#### DATA EXTRACTS ####
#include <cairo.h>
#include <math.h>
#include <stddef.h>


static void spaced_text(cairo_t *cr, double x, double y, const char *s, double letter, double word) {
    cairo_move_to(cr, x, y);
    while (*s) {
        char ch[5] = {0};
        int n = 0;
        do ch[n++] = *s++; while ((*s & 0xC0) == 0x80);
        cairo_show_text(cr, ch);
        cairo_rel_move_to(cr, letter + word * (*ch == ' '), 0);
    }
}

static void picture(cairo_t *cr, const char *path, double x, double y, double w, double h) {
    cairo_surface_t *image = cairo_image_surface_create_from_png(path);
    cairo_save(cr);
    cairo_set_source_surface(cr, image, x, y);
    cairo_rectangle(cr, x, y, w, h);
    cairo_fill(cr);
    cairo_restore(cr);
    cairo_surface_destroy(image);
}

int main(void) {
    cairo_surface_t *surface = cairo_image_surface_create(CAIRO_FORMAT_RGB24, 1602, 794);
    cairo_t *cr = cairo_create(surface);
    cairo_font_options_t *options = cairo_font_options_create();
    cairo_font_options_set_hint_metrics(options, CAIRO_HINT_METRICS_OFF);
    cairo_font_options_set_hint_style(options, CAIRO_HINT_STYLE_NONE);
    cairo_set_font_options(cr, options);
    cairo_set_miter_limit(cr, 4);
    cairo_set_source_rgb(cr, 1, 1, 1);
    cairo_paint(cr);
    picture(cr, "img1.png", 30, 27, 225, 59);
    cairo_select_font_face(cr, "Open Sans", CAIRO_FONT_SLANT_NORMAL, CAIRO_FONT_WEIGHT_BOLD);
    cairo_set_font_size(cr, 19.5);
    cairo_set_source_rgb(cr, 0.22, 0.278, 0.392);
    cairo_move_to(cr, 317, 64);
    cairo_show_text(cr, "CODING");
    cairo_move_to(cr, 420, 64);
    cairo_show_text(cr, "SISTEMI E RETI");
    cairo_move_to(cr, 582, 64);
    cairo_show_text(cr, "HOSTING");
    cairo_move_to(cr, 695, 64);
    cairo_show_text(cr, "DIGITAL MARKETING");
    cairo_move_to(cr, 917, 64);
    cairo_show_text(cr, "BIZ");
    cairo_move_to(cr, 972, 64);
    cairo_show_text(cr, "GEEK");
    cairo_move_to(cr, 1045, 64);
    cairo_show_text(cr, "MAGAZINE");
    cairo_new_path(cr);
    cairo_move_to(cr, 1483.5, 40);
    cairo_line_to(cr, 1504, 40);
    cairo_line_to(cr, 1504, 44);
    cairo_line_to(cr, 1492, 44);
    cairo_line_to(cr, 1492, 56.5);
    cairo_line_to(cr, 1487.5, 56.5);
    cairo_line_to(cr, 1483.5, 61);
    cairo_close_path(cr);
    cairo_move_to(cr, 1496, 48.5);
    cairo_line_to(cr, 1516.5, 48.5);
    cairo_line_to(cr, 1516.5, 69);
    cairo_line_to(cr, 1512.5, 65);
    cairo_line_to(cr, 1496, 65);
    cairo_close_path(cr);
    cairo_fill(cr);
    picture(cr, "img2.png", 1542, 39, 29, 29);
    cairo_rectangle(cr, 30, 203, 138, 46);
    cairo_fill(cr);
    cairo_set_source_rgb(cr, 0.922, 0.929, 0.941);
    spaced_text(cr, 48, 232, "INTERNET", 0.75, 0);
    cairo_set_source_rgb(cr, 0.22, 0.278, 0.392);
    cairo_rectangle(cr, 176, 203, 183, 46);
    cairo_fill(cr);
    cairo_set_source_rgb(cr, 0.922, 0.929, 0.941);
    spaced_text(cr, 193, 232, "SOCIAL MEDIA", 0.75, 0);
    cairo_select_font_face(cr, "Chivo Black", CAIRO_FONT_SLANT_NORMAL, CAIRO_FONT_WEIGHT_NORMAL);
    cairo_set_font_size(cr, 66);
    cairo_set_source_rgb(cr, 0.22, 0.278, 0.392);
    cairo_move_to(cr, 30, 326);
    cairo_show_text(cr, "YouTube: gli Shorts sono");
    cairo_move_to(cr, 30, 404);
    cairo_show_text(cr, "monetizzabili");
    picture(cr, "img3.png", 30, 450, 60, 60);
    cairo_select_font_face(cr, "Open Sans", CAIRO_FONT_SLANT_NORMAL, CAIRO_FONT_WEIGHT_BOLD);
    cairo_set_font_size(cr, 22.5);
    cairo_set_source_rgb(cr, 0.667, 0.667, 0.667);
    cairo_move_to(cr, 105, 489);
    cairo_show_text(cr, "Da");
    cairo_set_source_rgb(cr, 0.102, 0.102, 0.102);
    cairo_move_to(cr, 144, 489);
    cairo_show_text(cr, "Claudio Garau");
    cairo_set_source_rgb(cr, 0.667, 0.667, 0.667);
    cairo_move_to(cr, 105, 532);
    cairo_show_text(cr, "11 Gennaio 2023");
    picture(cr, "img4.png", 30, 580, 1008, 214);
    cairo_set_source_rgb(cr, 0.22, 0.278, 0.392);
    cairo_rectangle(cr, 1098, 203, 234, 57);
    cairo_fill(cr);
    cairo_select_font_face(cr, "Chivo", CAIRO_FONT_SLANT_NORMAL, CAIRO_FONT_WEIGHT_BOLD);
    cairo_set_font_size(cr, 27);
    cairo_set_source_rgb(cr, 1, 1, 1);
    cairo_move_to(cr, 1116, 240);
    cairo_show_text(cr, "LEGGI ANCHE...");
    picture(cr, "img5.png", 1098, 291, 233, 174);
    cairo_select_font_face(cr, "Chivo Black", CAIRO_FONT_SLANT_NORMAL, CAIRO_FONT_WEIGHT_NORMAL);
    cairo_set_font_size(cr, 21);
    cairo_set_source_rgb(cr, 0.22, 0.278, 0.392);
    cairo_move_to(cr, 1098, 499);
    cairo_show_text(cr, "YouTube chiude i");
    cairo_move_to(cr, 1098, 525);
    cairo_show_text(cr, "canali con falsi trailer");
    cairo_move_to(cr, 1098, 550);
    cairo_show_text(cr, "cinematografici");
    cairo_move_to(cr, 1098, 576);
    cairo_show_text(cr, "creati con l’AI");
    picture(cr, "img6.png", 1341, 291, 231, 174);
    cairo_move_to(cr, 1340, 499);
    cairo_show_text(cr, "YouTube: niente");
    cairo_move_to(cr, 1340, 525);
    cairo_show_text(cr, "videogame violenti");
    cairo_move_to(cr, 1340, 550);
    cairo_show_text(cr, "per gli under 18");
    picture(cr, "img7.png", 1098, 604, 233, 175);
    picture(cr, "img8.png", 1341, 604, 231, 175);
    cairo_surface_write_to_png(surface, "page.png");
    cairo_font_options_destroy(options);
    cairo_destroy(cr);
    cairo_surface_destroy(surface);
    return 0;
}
####
**INSTRUCTIONS FOR THE TASK:** Would you print exactly, and only, the lines of the data above from the line with "cairo_t *cr = cairo_create(surface);" through the line with "cairo_set_miter_limit(cr, 4);", inclusive?

**RESPONSE TO THE TASK:**
    cairo_t *cr = cairo_create(surface);
    cairo_font_options_t *options = cairo_font_options_create();
    cairo_font_options_set_hint_metrics(options, CAIRO_HINT_METRICS_OFF);
    cairo_font_options_set_hint_style(options, CAIRO_HINT_STYLE_NONE);
    cairo_set_font_options(cr, options);
    cairo_set_miter_limit(cr, 4);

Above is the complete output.